■ **What to work on**
Return every line of the entries that includes the word "Vergottini".

***** Exercise materials

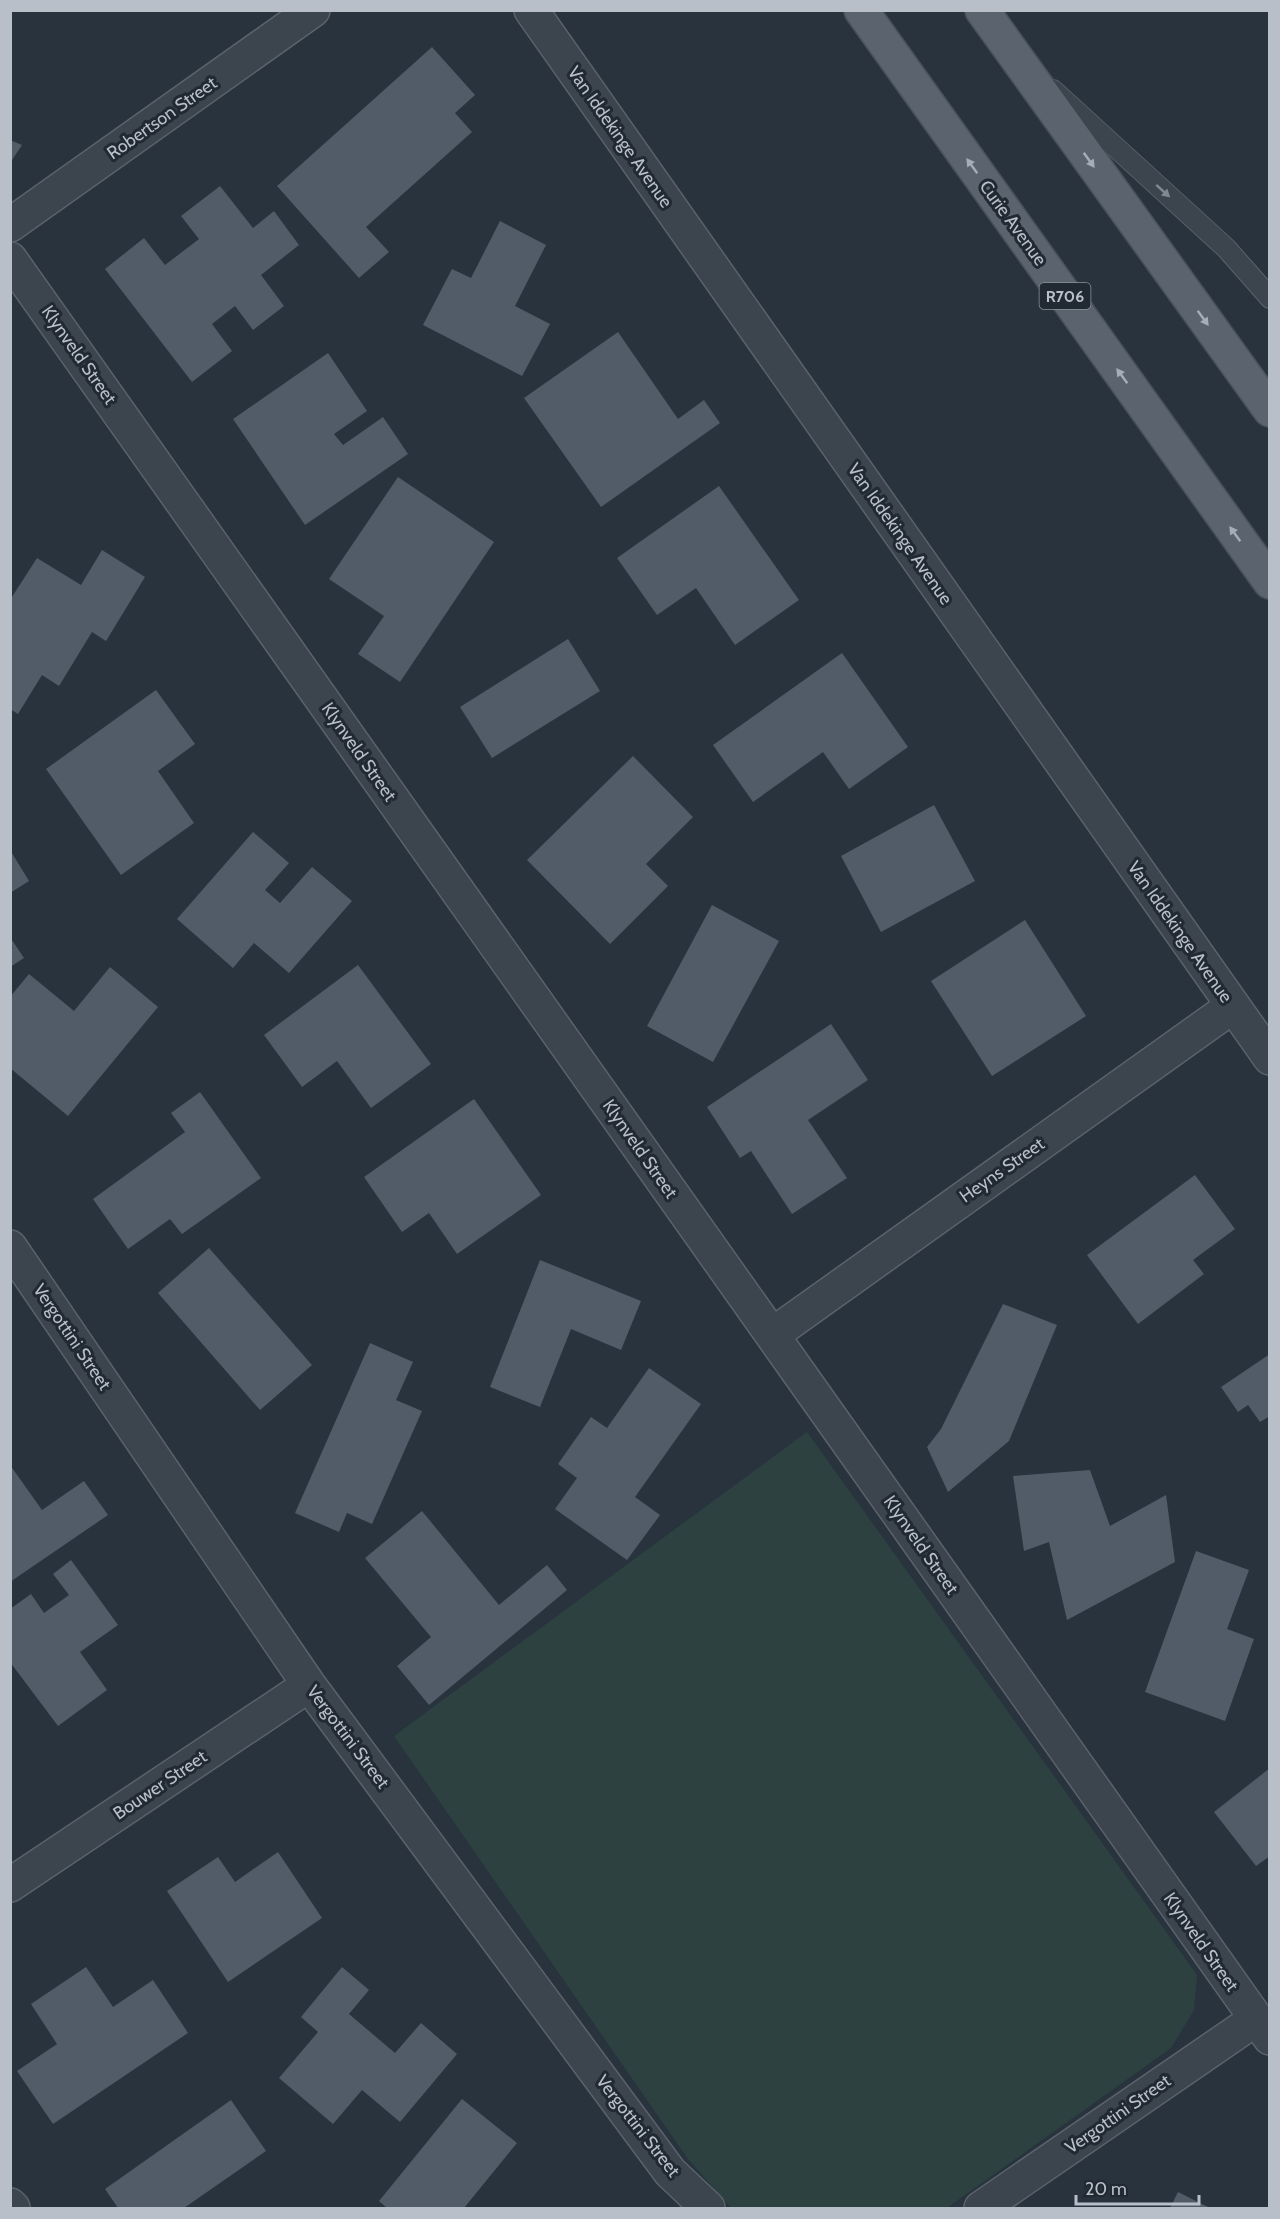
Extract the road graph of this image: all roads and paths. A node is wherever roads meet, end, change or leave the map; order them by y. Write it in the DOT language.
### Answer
graph roads {
  1 [pos="313,10"];
  2 [pos="531,10"];
  3 [pos="861,10"];
  4 [pos="982,10"];
  5 [pos="1011,52"];
  6 [pos="10,225"];
  7 [pos="10,259"];
  8 [pos="1269,298"];
  9 [pos="1269,410"];
  10 [pos="1269,582"];
  11 [pos="1233,1006"];
  12 [pos="1269,1058"];
  13 [pos="10,1247"];
  14 [pos="772,1335"];
  15 [pos="309,1684"];
  16 [pos="10,1885"];
  17 [pos="1263,2029"];
  18 [pos="708,2208"];
  19 [pos="981,2208"];
  1 -- 6 [label="street, Robertson Street"];
  2 -- 11 [label="street, Van Iddekinge Avenue"];
  10 -- 3 [label="main road, Curie Avenue / R706, one-way"];
  4 -- 5 [label="main road"];
  5 -- 8 [label="lane, one-way"];
  5 -- 9 [label="main road, one-way"];
  7 -- 14 [label="street, Klynveld Street"];
  11 -- 12 [label="street, Van Iddekinge Avenue"];
  11 -- 14 [label="street, Heyns Street"];
  13 -- 15 [label="street, Vergottini Street"];
  14 -- 17 [label="street, Klynveld Street"];
  15 -- 16 [label="street, Bouwer Street"];
  15 -- 18 [label="street, Vergottini Street"];
  17 -- 19 [label="street, Vergottini Street"];
}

**********

■ **Solution**
  13 -- 15 [label="street, Vergottini Street"];
  15 -- 18 [label="street, Vergottini Street"];
  17 -- 19 [label="street, Vergottini Street"];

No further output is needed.